Directions for this task -> Only certain lines below are wanted: those starting at the line containing "pinky tip: (966, 862)" and ending at the line containing "wrist: (922, 1039)", both included, each retyped exactly.

─── Records for the task ───

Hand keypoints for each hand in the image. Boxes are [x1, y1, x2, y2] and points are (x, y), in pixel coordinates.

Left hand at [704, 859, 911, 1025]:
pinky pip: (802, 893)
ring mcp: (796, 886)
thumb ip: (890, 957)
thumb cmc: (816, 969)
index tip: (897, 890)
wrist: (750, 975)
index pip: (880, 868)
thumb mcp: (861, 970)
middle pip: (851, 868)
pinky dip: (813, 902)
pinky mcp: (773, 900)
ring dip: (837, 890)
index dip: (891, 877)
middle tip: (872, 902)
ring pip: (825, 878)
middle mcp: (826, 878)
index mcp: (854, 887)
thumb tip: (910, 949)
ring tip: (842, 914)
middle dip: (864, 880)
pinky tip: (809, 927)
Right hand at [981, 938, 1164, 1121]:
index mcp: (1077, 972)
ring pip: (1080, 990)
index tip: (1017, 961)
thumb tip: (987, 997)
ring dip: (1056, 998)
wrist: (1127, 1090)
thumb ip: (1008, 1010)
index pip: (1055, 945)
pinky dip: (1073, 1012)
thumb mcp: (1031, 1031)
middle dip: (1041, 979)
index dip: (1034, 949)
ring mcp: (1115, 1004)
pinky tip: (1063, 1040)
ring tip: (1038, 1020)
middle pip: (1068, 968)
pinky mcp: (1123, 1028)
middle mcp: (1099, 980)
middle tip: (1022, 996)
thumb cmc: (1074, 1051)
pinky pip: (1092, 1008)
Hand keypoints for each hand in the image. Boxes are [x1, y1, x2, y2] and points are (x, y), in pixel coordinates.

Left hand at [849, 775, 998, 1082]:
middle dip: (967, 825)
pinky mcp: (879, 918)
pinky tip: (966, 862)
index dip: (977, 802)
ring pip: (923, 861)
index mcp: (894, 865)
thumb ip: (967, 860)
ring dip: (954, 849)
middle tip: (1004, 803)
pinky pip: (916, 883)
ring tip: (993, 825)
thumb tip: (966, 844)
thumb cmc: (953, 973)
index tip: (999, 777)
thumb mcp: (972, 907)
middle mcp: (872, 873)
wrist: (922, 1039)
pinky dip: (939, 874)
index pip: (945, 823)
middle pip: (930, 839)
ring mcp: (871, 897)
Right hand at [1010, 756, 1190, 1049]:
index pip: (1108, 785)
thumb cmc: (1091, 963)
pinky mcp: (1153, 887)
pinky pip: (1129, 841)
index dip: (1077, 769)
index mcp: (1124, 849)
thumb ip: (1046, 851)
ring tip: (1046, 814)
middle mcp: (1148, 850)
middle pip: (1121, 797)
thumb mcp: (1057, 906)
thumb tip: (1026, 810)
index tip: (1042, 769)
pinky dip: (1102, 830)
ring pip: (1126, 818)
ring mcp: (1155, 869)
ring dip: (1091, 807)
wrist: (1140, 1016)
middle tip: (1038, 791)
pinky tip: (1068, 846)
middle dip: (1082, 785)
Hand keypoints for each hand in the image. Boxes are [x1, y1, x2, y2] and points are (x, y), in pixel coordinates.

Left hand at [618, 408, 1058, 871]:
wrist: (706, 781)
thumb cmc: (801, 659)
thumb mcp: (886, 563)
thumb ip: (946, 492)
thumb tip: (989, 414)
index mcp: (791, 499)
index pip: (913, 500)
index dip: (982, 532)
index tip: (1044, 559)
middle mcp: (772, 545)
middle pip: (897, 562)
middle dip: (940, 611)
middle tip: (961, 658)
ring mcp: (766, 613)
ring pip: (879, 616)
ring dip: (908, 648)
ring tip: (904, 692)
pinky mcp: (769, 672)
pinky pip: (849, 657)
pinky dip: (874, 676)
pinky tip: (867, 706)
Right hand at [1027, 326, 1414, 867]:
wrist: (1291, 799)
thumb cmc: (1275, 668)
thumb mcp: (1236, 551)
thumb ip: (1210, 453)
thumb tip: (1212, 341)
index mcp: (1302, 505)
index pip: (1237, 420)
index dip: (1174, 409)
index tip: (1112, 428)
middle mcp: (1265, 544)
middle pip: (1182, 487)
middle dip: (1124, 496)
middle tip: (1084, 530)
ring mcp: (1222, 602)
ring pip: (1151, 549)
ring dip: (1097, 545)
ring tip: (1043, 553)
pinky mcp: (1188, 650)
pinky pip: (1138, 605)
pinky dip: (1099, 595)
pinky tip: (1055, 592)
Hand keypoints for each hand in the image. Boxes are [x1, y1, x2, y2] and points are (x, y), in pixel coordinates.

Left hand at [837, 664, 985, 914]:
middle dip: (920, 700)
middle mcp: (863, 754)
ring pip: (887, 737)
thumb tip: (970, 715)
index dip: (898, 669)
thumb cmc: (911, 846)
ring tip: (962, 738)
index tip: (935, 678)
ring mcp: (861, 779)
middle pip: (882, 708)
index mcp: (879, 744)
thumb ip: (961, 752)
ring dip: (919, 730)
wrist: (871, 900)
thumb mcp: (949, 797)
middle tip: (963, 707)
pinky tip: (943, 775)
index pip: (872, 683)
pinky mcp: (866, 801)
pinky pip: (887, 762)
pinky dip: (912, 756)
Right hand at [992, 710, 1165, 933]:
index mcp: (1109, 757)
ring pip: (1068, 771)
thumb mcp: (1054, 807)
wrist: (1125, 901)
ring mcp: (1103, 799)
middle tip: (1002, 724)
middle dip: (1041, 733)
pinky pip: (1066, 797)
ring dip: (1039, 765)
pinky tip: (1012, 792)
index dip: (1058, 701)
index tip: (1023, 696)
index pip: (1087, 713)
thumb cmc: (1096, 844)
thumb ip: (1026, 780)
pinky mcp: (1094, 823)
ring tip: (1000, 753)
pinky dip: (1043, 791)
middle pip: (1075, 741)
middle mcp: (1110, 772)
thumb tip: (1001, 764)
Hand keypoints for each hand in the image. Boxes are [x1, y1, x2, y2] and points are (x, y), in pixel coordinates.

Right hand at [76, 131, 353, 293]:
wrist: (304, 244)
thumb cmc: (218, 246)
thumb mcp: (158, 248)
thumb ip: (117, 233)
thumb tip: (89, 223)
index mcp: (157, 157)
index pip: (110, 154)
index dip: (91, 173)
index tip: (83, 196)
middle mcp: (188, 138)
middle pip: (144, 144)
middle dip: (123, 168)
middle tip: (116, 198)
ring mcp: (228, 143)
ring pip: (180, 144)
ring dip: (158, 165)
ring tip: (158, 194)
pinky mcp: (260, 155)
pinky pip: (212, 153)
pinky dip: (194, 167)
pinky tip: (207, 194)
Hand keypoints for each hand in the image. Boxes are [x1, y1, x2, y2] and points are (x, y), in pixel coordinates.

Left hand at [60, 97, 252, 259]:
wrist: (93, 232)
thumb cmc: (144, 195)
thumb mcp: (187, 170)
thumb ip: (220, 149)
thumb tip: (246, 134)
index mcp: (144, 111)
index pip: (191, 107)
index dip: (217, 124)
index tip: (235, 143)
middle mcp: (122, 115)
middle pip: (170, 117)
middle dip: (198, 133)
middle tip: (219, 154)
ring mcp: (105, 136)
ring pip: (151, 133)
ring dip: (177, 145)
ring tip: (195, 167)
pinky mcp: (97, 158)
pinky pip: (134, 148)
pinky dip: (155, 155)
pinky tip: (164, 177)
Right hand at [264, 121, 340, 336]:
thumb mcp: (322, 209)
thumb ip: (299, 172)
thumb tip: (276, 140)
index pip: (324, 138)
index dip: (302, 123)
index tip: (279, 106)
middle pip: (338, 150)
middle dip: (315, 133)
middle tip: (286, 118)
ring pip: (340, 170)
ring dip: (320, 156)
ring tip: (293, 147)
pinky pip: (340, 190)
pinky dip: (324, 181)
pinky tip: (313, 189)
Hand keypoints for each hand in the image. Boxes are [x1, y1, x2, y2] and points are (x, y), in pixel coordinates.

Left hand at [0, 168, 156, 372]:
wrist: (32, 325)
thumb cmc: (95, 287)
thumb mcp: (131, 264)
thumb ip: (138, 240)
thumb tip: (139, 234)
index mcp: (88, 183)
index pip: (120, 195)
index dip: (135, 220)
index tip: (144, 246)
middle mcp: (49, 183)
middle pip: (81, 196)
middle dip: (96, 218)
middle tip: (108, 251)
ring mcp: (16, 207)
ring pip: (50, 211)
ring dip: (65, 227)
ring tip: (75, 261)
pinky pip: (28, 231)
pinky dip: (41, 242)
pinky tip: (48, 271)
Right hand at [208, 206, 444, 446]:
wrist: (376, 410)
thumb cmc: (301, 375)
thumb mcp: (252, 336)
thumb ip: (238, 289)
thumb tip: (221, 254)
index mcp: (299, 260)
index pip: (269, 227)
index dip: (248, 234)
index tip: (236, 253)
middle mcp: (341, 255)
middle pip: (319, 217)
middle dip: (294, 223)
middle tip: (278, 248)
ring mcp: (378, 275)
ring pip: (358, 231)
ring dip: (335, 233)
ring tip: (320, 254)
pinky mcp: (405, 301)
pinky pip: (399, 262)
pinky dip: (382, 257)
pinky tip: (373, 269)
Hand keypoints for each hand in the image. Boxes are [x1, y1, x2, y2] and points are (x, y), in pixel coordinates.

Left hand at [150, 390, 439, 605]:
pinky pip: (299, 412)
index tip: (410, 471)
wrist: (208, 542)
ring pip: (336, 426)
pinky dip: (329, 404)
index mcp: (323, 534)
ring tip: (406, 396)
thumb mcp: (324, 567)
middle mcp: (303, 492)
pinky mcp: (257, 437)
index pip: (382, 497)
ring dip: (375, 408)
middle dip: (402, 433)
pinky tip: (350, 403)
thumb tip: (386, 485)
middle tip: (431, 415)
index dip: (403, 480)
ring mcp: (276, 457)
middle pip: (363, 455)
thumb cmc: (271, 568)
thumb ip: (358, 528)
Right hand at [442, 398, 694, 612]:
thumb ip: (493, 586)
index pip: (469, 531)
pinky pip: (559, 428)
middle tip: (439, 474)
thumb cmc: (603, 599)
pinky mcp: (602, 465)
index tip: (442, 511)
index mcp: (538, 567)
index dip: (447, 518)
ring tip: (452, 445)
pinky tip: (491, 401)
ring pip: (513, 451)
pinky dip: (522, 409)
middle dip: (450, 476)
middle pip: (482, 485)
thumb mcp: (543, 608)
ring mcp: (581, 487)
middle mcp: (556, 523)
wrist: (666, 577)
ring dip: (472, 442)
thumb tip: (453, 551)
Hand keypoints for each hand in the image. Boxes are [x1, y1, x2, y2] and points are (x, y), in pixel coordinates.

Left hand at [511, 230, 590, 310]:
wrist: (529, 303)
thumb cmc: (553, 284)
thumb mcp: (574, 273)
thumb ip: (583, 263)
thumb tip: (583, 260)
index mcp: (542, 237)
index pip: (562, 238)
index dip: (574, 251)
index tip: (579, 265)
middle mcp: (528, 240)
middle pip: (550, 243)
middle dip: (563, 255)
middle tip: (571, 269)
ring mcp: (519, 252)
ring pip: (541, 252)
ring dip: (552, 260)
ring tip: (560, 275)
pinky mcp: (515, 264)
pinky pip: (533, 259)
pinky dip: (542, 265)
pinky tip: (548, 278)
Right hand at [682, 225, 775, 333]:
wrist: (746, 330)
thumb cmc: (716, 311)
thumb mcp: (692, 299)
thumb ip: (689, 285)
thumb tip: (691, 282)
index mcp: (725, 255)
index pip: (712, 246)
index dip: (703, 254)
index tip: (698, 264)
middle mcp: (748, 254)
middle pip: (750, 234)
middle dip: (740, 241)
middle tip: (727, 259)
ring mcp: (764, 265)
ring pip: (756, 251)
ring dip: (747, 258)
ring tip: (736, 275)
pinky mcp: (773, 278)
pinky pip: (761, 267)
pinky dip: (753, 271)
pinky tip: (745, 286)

───

Written answer ->
pinky tip: (966, 862)
index dip: (977, 802)
ring pip: (923, 861)
index mcp: (894, 865)
thumb ip: (967, 860)
ring dip: (954, 849)
middle tip: (1004, 803)
pinky pip: (916, 883)
ring tip: (993, 825)
thumb tip: (966, 844)
thumb cmc: (953, 973)
index tip: (999, 777)
thumb mcp: (972, 907)
middle mcp: (872, 873)
wrist: (922, 1039)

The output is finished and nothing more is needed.